Assigned task
Given the records below, pull every line with the word "Flores" into the answer.

::::::

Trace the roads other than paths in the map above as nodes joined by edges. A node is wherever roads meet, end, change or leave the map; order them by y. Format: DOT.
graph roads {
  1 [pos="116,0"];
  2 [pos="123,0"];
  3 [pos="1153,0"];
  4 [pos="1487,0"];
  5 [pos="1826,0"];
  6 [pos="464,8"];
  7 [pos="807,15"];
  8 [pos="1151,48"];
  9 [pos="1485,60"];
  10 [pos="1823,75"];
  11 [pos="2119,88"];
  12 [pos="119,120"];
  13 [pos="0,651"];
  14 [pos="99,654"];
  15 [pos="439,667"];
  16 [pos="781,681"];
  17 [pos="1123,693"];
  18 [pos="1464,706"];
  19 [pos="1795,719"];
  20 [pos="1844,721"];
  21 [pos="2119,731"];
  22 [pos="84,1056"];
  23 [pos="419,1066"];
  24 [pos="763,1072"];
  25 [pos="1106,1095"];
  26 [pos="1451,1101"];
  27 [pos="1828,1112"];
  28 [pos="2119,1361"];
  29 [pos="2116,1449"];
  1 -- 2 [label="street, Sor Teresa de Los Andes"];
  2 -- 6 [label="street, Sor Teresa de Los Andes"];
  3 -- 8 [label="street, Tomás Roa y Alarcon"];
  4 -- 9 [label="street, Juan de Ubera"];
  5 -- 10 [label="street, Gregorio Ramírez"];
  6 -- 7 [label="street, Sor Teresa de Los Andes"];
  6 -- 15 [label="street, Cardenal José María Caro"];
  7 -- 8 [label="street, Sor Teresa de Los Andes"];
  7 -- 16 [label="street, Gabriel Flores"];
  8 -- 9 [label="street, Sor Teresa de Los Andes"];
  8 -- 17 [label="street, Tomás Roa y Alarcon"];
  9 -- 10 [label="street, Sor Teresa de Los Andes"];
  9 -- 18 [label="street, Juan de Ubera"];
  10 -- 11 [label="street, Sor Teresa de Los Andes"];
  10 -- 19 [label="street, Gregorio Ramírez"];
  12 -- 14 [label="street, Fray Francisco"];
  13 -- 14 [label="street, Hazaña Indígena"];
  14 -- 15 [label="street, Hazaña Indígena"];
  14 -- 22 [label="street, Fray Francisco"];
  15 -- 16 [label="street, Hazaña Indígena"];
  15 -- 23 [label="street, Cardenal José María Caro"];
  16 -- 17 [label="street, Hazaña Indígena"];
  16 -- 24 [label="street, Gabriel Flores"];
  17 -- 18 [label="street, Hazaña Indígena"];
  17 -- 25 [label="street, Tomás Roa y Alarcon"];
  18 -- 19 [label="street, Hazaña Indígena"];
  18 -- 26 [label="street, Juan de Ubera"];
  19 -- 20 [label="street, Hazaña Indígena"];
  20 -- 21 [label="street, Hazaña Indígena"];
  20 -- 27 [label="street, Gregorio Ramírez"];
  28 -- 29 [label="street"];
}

::::::

Result of the task
  7 -- 16 [label="street, Gabriel Flores"];
  16 -- 24 [label="street, Gabriel Flores"];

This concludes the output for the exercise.